What’s On The Screen?
Once you’ve set your preferences you’ll want to get started exploring but hold on just a little longer and I’ll explain briefly the Second Life screen to you.
Up top, there’s a row of menu items similar to the one on the login screen, except there are a lot more choices. I won’t go into all of them as it would take an article a lot longer than this one to do that. But basically they are self explanitory. What’s more important on the top bar is where you are, and what you can do while you’re there.
Immediately following the menu items you’ll see some icons. These icons will tell you what you can or cannot do in the region you’re in. Most likely you’ll see what looks like a little guy falling with what appears to be a no smoking sign behind him. This means that there is no pushing. Apparently that means that you’re not allowed to push another avatar and not that you’re not able to, as anyone who has encountered a griefer will be able to attest to.

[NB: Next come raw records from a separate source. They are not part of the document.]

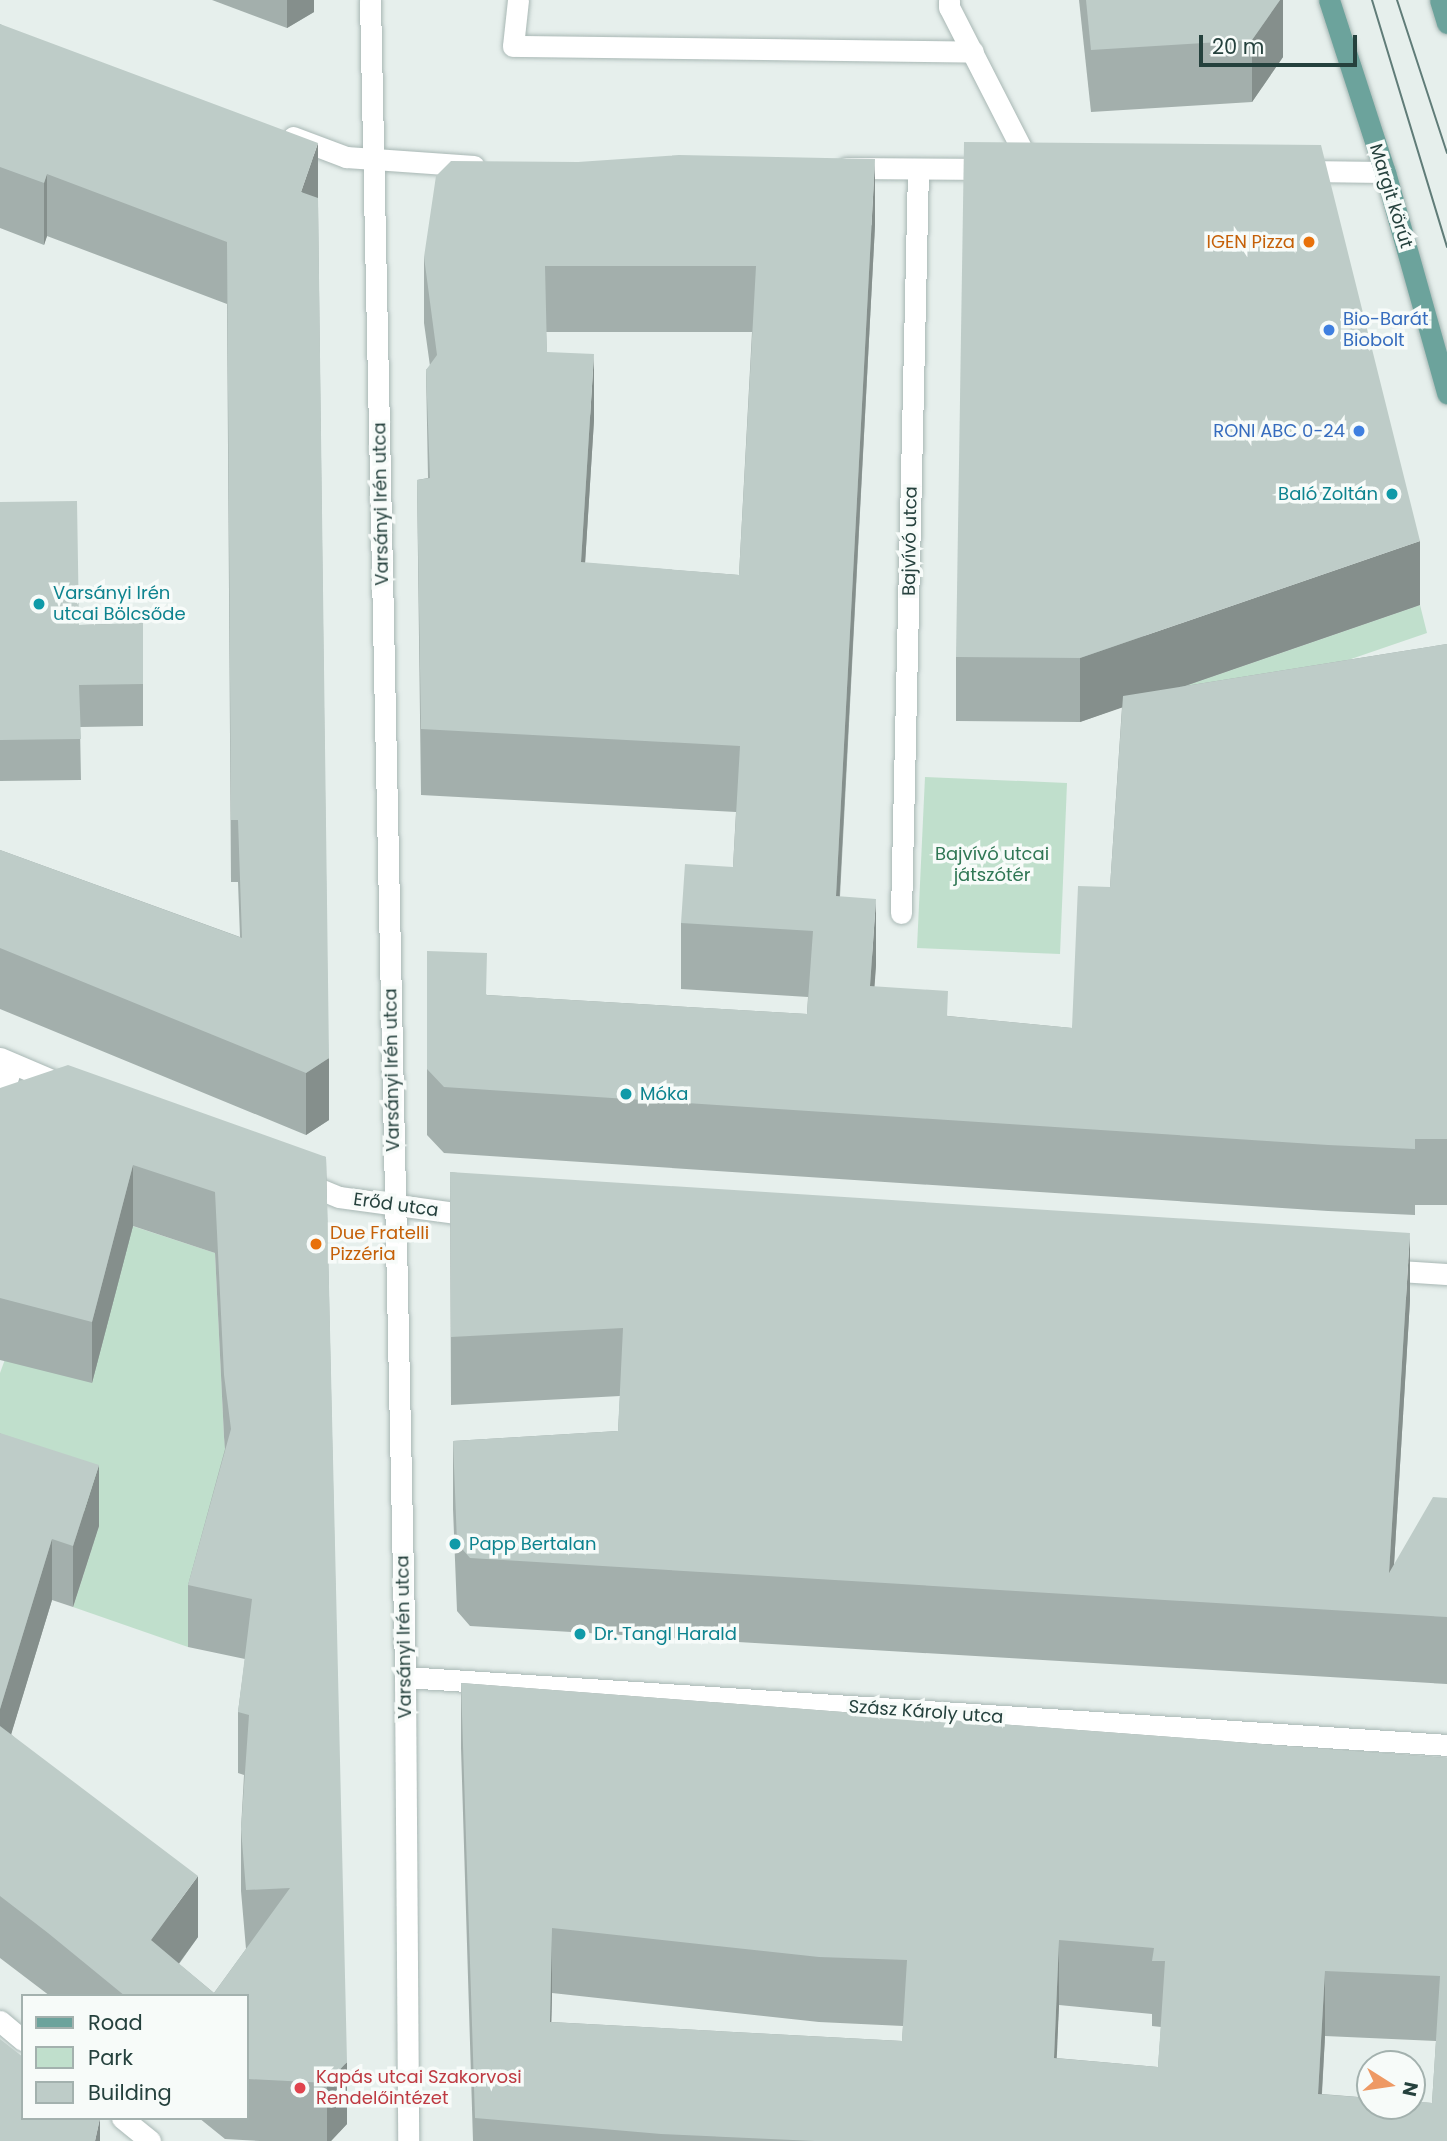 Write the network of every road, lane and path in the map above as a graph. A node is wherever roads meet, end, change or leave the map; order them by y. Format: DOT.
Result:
graph roads {
  1 [pos="370,0"];
  2 [pos="518,0"];
  3 [pos="950,0"];
  4 [pos="1329,0"];
  5 [pos="1440,0"];
  6 [pos="1447,23"];
  7 [pos="973,52"];
  8 [pos="269,128"];
  9 [pos="373,160"];
  10 [pos="494,166"];
  11 [pos="822,168"];
  12 [pos="918,169"];
  13 [pos="1031,169"];
  14 [pos="1059,170"];
  15 [pos="1275,171"];
  16 [pos="1385,172"];
  17 [pos="1447,393"];
  18 [pos="901,913"];
  19 [pos="6,1061"];
  20 [pos="88,1094"];
  21 [pos="0,1103"];
  22 [pos="276,1171"];
  23 [pos="394,1205"];
  24 [pos="493,1217"];
  25 [pos="1364,1269"];
  26 [pos="1447,1274"];
  27 [pos="405,1677"];
  28 [pos="1447,1745"];
  29 [pos="0,2021"];
  30 [pos="21,2037"];
  31 [pos="124,2120"];
  32 [pos="150,2141"];
  33 [pos="408,2141"];
  1 -- 9 [label="street, Varsányi Irén utca"];
  2 -- 7 [label="street"];
  3 -- 7 [label="street"];
  4 -- 16 [label="main road, Margit körút"];
  5 -- 6 [label="main road"];
  7 -- 13 [label="street"];
  8 -- 9 [label="street"];
  9 -- 10 [label="street"];
  9 -- 23 [label="street, Varsányi Irén utca"];
  11 -- 12 [label="street"];
  12 -- 13 [label="street"];
  12 -- 18 [label="street, Bajvívó utca"];
  13 -- 14 [label="street"];
  15 -- 16 [label="street"];
  16 -- 17 [label="main road, Margit körút"];
  19 -- 20 [label="street"];
  19 -- 21 [label="street"];
  22 -- 23 [label="street, Erőd utca"];
  23 -- 24 [label="street, Erőd utca"];
  23 -- 27 [label="street, Varsányi Irén utca"];
  25 -- 26 [label="street"];
  27 -- 28 [label="street, Szász Károly utca"];
  27 -- 33 [label="street, Varsányi Irén utca"];
  29 -- 30 [label="street"];
  31 -- 32 [label="street"];
}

Other icons may include a box (no building), a heart with a percentage (You can be killed in this region), and a little man with wings (no fly zone). What you see in that area will determine what you can do.
On the right of that area you’ll see the location you’re at. To the right of that you’ll see the time which used to be called “SLT” which meant Second Life time but now it’s just Pacific Standard time. Following that is the amount of “Lindens” (Second Life currency) you have and after that is the search bar.
On the bottom of your screen you’ll see buttons that allow you to interact in Second Life. They are:
1. Communicate: Click this button to access local and IM chat
2. Fly: Clicking this button starts you flying. Simply clicking it makes you hover a few inches off the ground, to go higher just use your Pg Up button. To go lower use Pg Dn. Forward and backwards and sideways use the arrow keys. Alternatively to start flying you can simply use the Pg Up key and go from there.
3. Snapshot: Takes a picture of the present screen view.
4. Search: Brings up a search menu if you want to find events, people, groups, etc.
5. Build: The starting point for creating your own objects, which can then be sold or given away.
6. Map: Shows a large screen that indicates where you are.
7. Mini-map: Creates a smaller map in the top right corner of your screen.
8. Inventory: Creates a pop up menu showing all the items you have. It’s a good idea to keep tabs on this as you can get a lot of stuff in a short amount of time.
These are just some of the basics of learning how to get around in Second Life. I haven’t even begun to tell you about many of the other things you can do. These are subjects of other articles. Keep in mind that this article assumes that you use a PC. Mac users have different keys, but they can use Second Life just as easily.
I hope you enjoyed this article and keep an eye out for many more of them in the days, weeks and months to come.